After spending much of 2011 living in all kinds of senior living facilities, spending time with nurses, activities people, food service people, and other community staff, Khan realized that the challenge of coordinating care in a 100-bed facility was that staff had to support the facility’s patient population over three shifts.

“A lack of care coordination led to problematic situations,” he says. “Say somebody has fallen in the middle of the night, you have to capture that information. If the community’s executive director is sleeping at 2 a.m., staff might have a difficult time contacting him/her until the next day.”

Within the Caremerge system, all a staff member has to do is go to a resident’s picture on a smartphone or tablet device that has the software and tag that the person has fallen. At that point, the community’s ED and the Director of Nursing are automatically paged.

“They don’t have to rely on nursing aide to call them because they’re automatically notified,” says Khan.

As healthcare reforms stress reductions in preventable hospital readmissions, Khan sees Caremerge fitting well into the bigger healthcare picture.

“With the Affordable Care Act, care coordination is at the centerpiece,” he says. “Caremerge answers the question of ‘how do you keep people healthy while also allowing them to communicate with each other in a more simplistic manner?’”

Caremerge has garnered quite a bit of buzz in the last few months, winning numerous awards and accolades, the most recent of which being named one of “Chicago’s Top-10 Coolest Emerging Companies” by the Chicago Entrepreneurial Center (CEC).

“The Caremerge technology is not only about sharing clinical information, but also bringing full picture of resident to the forefront and sharing that with care providers,” Khan says.

The company—which has residency at 1871, Chicago’s digital workspace for the city’s innovative engineers, designers and startups—is already experiencing a demand for its software solution.

So far, Caremerge already has clients in Illinois, Michigan, California, Dallas and Virginia and is still picking up customers along the way in Florida and Kentucky. While the company’s clients vary in size, Khan says the typical providers who roll out Caremerge offer independent living, assisted living, or a combination of the three.

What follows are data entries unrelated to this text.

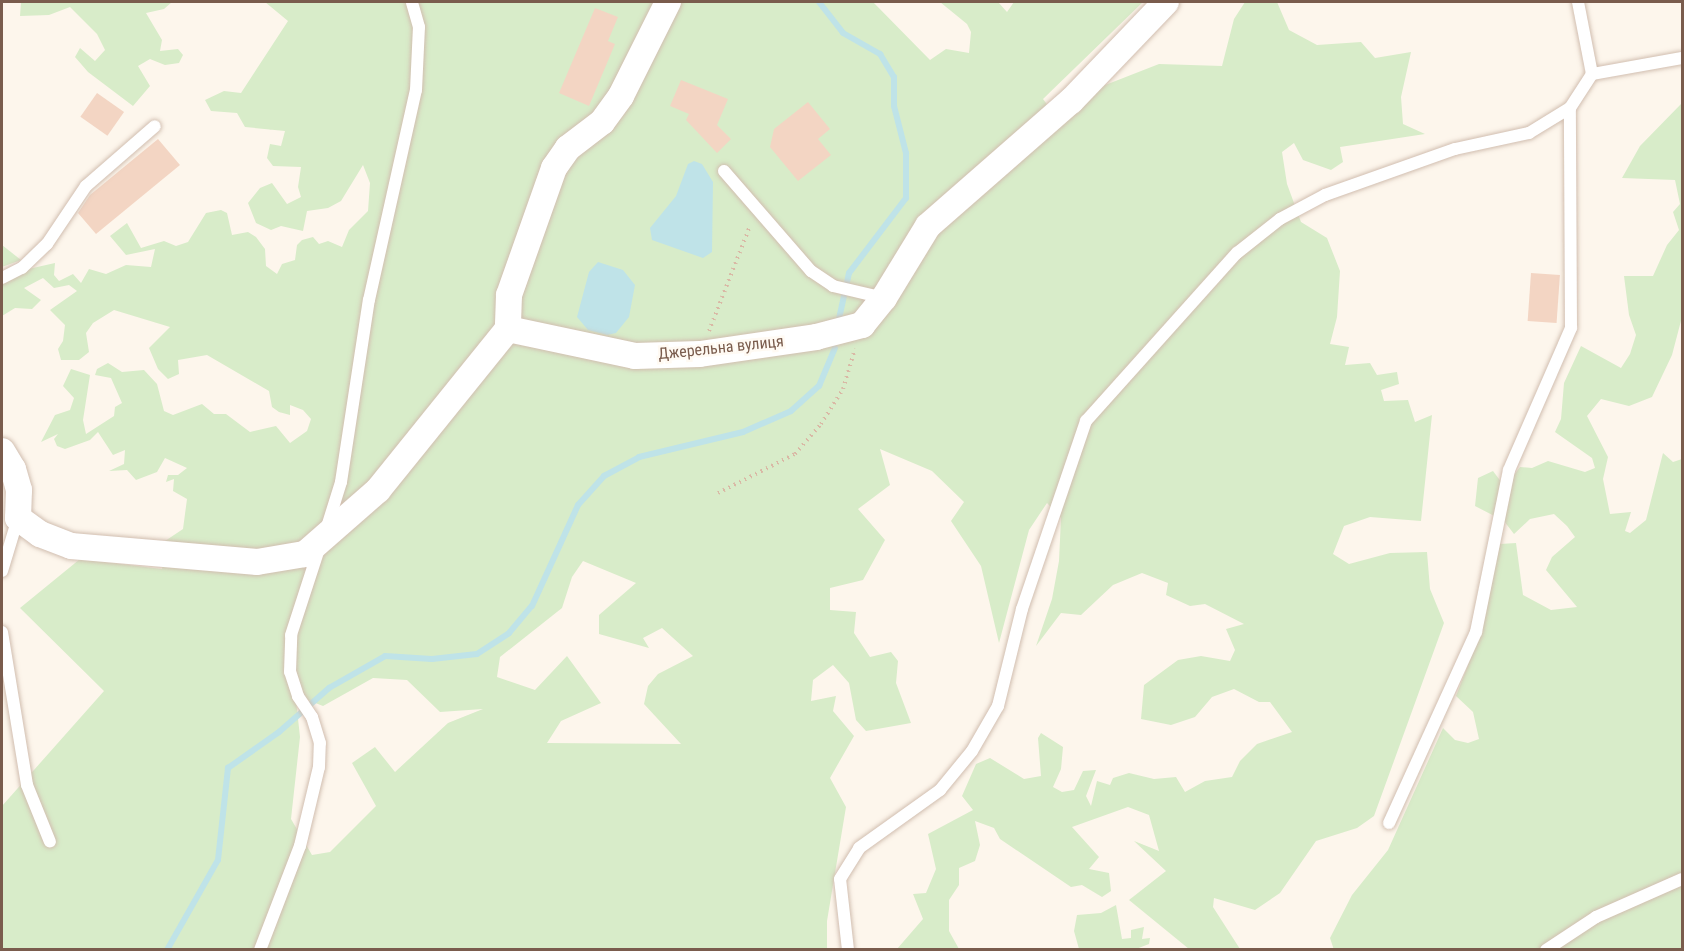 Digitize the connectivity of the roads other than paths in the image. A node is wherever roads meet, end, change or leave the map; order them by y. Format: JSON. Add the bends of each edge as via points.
{"nodes":[{"id":1,"x":412,"y":2,"type":"edge"},
{"id":2,"x":668,"y":2,"type":"edge"},
{"id":3,"x":1166,"y":2,"type":"edge"},
{"id":4,"x":1578,"y":2,"type":"edge"},
{"id":5,"x":1683,"y":58,"type":"edge"},
{"id":6,"x":1592,"y":74,"type":"junction"},
{"id":7,"x":1570,"y":108,"type":"junction"},
{"id":8,"x":155,"y":126,"type":"dead end"},
{"id":9,"x":724,"y":171,"type":"dead end"},
{"id":10,"x":2,"y":278,"type":"edge"},
{"id":11,"x":884,"y":298,"type":"junction"},
{"id":12,"x":508,"y":329,"type":"junction"},
{"id":13,"x":2,"y":451,"type":"edge"},
{"id":14,"x":18,"y":518,"type":"junction"},
{"id":15,"x":323,"y":538,"type":"junction"},
{"id":16,"x":2,"y":571,"type":"edge"},
{"id":17,"x":2,"y":632,"type":"edge"},
{"id":18,"x":1389,"y":823,"type":"dead end"},
{"id":19,"x":50,"y":842,"type":"dead end"},
{"id":20,"x":1683,"y":879,"type":"edge"},
{"id":21,"x":260,"y":950,"type":"edge"},
{"id":22,"x":848,"y":950,"type":"edge"},
{"id":23,"x":1546,"y":950,"type":"edge"}],
"edges":[{"from":1,"to":15,"type":"lane","via":[[419,27],[416,90],[369,300],[341,482]]},
{"from":2,"to":12,"type":"street","via":[[621,96],[602,122],[568,148],[554,168],[509,296]]},
{"from":3,"to":11,"type":"street","via":[[1071,101],[928,226]]},
{"from":4,"to":6,"type":"lane"},
{"from":5,"to":6,"type":"lane"},
{"from":6,"to":7,"type":"lane"},
{"from":7,"to":18,"type":"lane","via":[[1571,328],[1509,470],[1476,632]]},
{"from":7,"to":22,"type":"lane","via":[[1529,133],[1455,148],[1325,195],[1280,219],[1237,253],[1086,421],[1022,609],[998,706],[972,751],[940,790],[859,848],[840,879]]},
{"from":8,"to":10,"type":"lane","via":[[86,186],[47,244],[22,268]]},
{"from":9,"to":11,"type":"lane","via":[[811,271],[833,285]]},
{"from":11,"to":12,"type":"street","name":"Джерельна вулиця","via":[[862,325],[816,337],[700,354],[635,356]]},
{"from":12,"to":15,"type":"street","via":[[378,490]]},
{"from":13,"to":14,"type":"street","via":[[14,469],[19,490]]},
{"from":14,"to":15,"type":"street","via":[[40,534],[71,546],[257,562],[305,554]]},
{"from":14,"to":16,"type":"lane"},
{"from":15,"to":21,"type":"lane","via":[[291,635],[290,672],[320,743],[319,767],[300,846]]},
{"from":17,"to":19,"type":"lane","via":[[27,784]]},
{"from":20,"to":23,"type":"lane","via":[[1596,917]]}]}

“We’re growing pretty fast,” says Khan. “We’re signing new communities every week from smaller providers to large senior living chains.”

Caremerge is just one sliver of Chicago’s thriving tech scene focused on senior care innovation.

Recognizing the city’s limitless entrepreneurial spirit, locally-based incubator Healthbox aims to bring its strategic partners together with early stage entrepreneurs, industry experts, and investors looking to break into healthcare innovation.

“We’re finding there’s a lot of need for partners to have a platform to connect them to the healthcare industry,” says Jenna Rose, director at Healthbox.

With Chicago strategic partners that include Ascension Health system, BlueCross BlueShield (BCBS) Venture Partners II, L.P., Walgreens and Sandbox Industries—which exclusively manages approximately $300 million across two venture funds for BCBS Venture Partners—the startup accelerator views the senior care space as an opportune area for investment.

“Senior care is an important strategic priority for our partners, especially as they think of changing chronic conditions and curbing healthcare costs,” says Rose.

Healthbox is currently in the midst of accepting applications for its second Chicago accelerator program. The program provides a broad network of mentors to offer guidance to its startup winners, as well as office space and an investment of $50,000.

“Healthbox is a platform that can bring together resources to enable an aspiring health tech company to perfect their product and business model.”

This pooling of resources and collaboration is more valuable than a company’s technology by itself, according to Caremerge’s Khan.

“Innovation is not just one entity,” he says. “A whole region or sector has to come together to take it to the next level. A tech company can only do so much, but when a region comes together that’s when innovation thrives.”